An analyst reviews AI funding cycles and adoption trends, raising concerns about the reality of AI growth demand.
Imagine a closed-loop system where one part is perpetually paying another to fuel an impression of growth. That is the essence of the concern surrounding the current AI investment frenzy.
AI growth demand has reached historic levels, yet as former Intel CEO Pat Gelsinger recently cautioned, a significant portion of this investment may be “circular,” effectively meaning major AI firms are funding their own growth without proving genuine, sustainable real-world adoption.
This scrutiny arrives at a critical juncture. The AI sector is witnessing unprecedented capital inflow, with billions poured into startups, infrastructure, and chip development.
But is this surge driven by end-user demand for AI-powered products or by the internal financing ecosystem of the tech giants themselves? Understanding this distinction is vital to grasping the true stability of the AI economy.
The Ecosystem: A Closed Circuit of Capital
What exactly is “circular financing” in the context of technology? It is a scenario where the primary buyers of a service or product are the companies that sell the foundational tools for that service. Think of it like a chain reaction within a small community of major players.
For AI, this loop involves several key components:
- The Infrastructure Sellers (e.g., Cloud and Chip Makers): These companies sell the indispensable processing power, specialized chips, and cloud services required to train and run large AI models.
- The AI Model Developers (e.g., Generative AI Startups): These firms raise capital from venture capitalists and tech giant corporate venture arms. They then immediately spend the vast majority of that capital on buying chips and cloud compute time from the Infrastructure Sellers to train their models.
- The Financiers (e.g., Tech Giants and VCs): They invest in the AI Model Developers, completing the loop by recirculating capital back to the Infrastructure Sellers, whom they may also own or rely on heavily.
The result is a dizzying spike in revenue for the Infrastructure Sellers, which is then cited as evidence of massive AI growth demand. However, the money is moving in a circle, fueling internal production without yet demonstrating widespread, profitable, real-world utility for the AI models themselves.
The Question of True Utility
The core problem is separating the production metric from the consumption metric.

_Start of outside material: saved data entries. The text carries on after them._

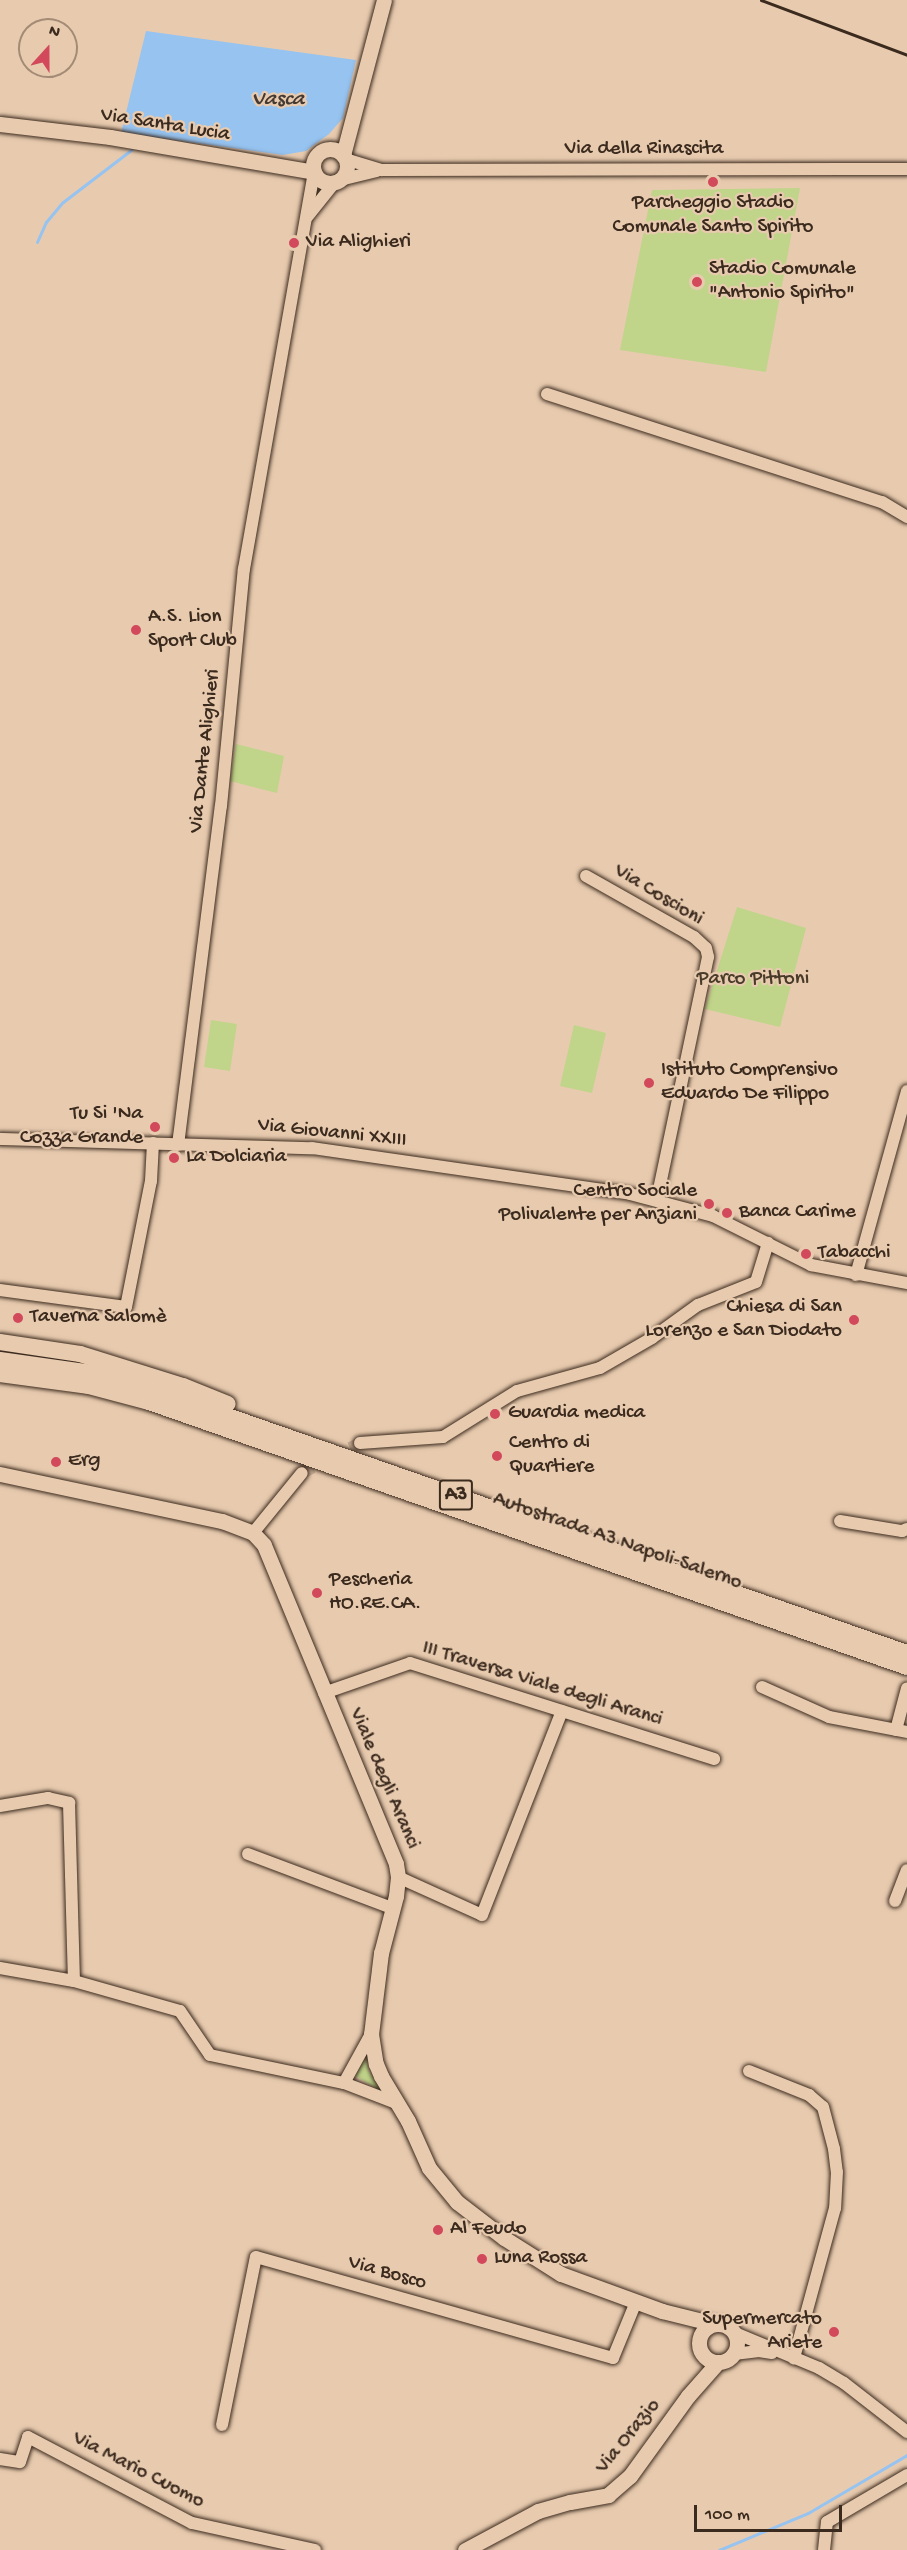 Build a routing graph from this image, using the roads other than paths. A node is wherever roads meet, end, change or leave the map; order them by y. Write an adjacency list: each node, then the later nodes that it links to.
1 (384, 0): 2 (main road)
2 (350, 122): 4 (main road); 5 (main road)
3 (0, 124): 6 (main road, Via Santa Lucia)
4 (322, 151): 5 (main road); 6 (main road, Via Santa Lucia); 9 (main road)
5 (344, 157): 8 (street, Via della Rinascita); 10 (main road)
6 (266, 163): 9 (main road, Via Santa Lucia)
7 (907, 169): 8 (street, Via della Rinascita)
8 (381, 170): 10 (street, Via della Rinascita)
9 (314, 172): 10 (main road); 11 (street, Via Dante Alighieri)
10 (337, 181): 11 (street, Via Dante Alighieri)
11 (304, 220): 18 (street, Via Dante Alighieri)
12 (547, 394): 13 (street)
13 (907, 517)
14 (586, 876): 19 (street, Via Coscioni)
15 (907, 1091): 21 (street)
16 (0, 1139): 17 (street, Via Giovanni XXIII)
17 (153, 1143): 18 (street, Via Giovanni XXIII); 23 (street)
18 (178, 1145): 19 (street, Via Giovanni XXIII)
19 (657, 1199): 20 (street, Via Giovanni XXIII)
20 (768, 1244): 21 (street, Via Giovanni XXIII); 27 (street)
21 (856, 1275): 22 (street, Via Giovanni XXIII)
22 (907, 1283)
23 (0, 1290)
24 (0, 1342): 28 (highway)
25 (0, 1360): 28 (highway, Autostrada A3 Napoli-Salerno / A3)
26 (0, 1374): 35 (highway, Autostrada A3 Napoli-Salerno / A3)
27 (360, 1443)
28 (364, 1463): 34 (highway, Autostrada A3 Napoli-Salerno / A3)
29 (302, 1473): 33 (street)
30 (0, 1474): 33 (main road)
31 (840, 1521): 32 (street)
32 (907, 1529)
33 (253, 1533): 38 (main road, Viale degli Aranci)
34 (907, 1653)
35 (907, 1667)
36 (762, 1687): 40 (street)
37 (907, 1688): 40 (street)
38 (324, 1693): 39 (street, III Traversa Viale degli Aranci); 45 (main road, Viale degli Aranci)
39 (562, 1711): 41 (street, III Traversa Viale degli Aranci); 45 (street)
40 (902, 1731)
41 (714, 1760)
42 (0, 1806): 49 (street)
43 (248, 1854): 47 (street)
44 (907, 1870): 46 (street)
45 (398, 1877): 47 (main road, Viale degli Aranci)
46 (895, 1901)
47 (392, 1908): 50 (main road, Viale degli Aranci)
48 (0, 1968): 49 (street)
49 (74, 1981): 52 (street)
50 (371, 2034): 52 (street); 53 (main road, Viale degli Aranci)
51 (749, 2071): 60 (street)
52 (344, 2083): 53 (street)
53 (399, 2104): 54 (main road, Viale degli Aranci)
54 (636, 2302): 55 (main road, Viale degli Aranci); 63 (street, Via Bosco)
55 (662, 2311): 56 (main road); 58 (main road)
56 (714, 2324): 57 (main road); 58 (main road)
57 (735, 2333): 59 (main road); 60 (street)
58 (701, 2348): 61 (main road); 62 (main road)
59 (734, 2354): 60 (street); 61 (main road)
60 (791, 2357): 64 (street)
61 (718, 2362): 62 (main road)
62 (688, 2396): 68 (main road, Via Orazio)
63 (222, 2425)
64 (907, 2432)
65 (0, 2459): 67 (street, Via Mario Cuomo)
66 (907, 2475): 69 (street)
67 (315, 2550)
68 (465, 2550)
69 (824, 2550) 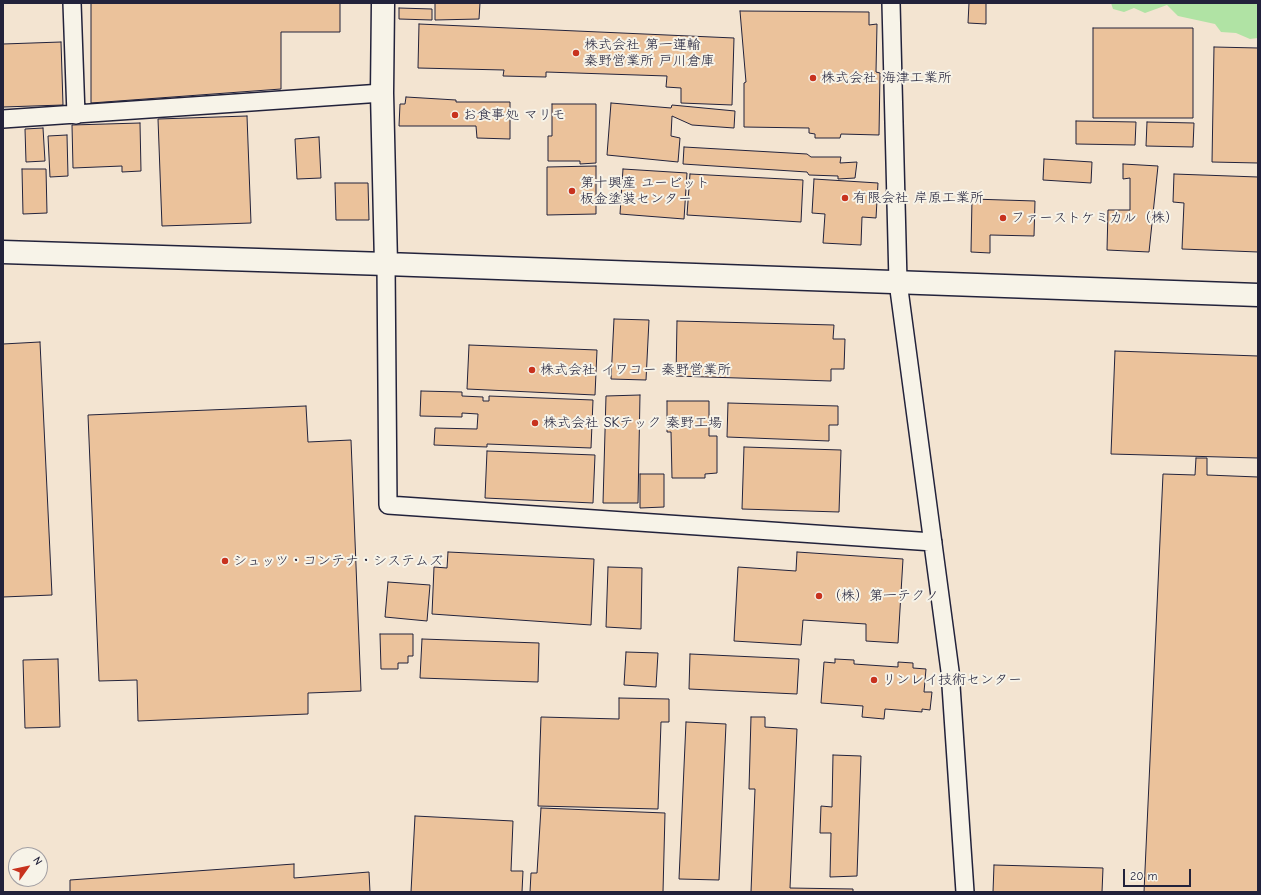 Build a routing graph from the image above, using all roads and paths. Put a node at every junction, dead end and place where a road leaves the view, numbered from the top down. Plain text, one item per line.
1 (72, 3) edge
2 (383, 3) edge
3 (891, 3) edge
4 (382, 93) junction
5 (76, 115) junction
6 (3, 119) edge
7 (3, 252) edge
8 (386, 264) junction
9 (898, 282) junction
10 (1258, 295) edge
11 (934, 542) junction
12 (965, 892) edge

1 - 5 street
2 - 4 street
3 - 9 street
4 - 5 street
4 - 8 street
5 - 6 street
7 - 8 street
8 - 9 street
8 - 11 street
9 - 10 street
9 - 11 street
11 - 12 street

The industry is currently measuring success by how many chips are sold or how much compute time is billed, which reflects production capacity. A more stable metric would be how much value is created downstream for non-tech businesses or everyday consumers; that is, real consumption.
If a startup raises a half-billion dollars and spends 80% of it on computing infrastructure, that half-billion dollars counts as AI growth demand for the cloud provider. Yet, if the final AI product the startup creates cannot generate significant revenue from external customers, the financial engine is effectively running on its own fuel and may stall when the internal financing dries up.
Strategic and Societal Implications
This dynamic carries two major implications. Strategically, the potential for a bubble is real. If the surge in hardware and cloud revenue is tied more to a funding cycle than a usage cycle, the market correction could be abrupt if the AI Model Developers fail to monetize their products or if investment slows.
Societally, this model centralizes control. The few companies that control the infrastructure are the primary beneficiaries, creating massive moats around their businesses. This concentration of power raises competitive and ethical questions about who dictates the future of artificial intelligence.
The key takeaway is a call for discernment. The sheer technological progress in AI is undeniable and awe-inspiring. But for investors, business leaders, and policymakers, the real challenge is looking past the headline revenue figures and focusing on where the money is actually coming from and, crucially, whether it is generating genuine, profitable use cases that justify the massive infrastructure spend.
The future of AI relies less on how much compute power we can build and more on how much lasting value that power can deliver to the wider economy.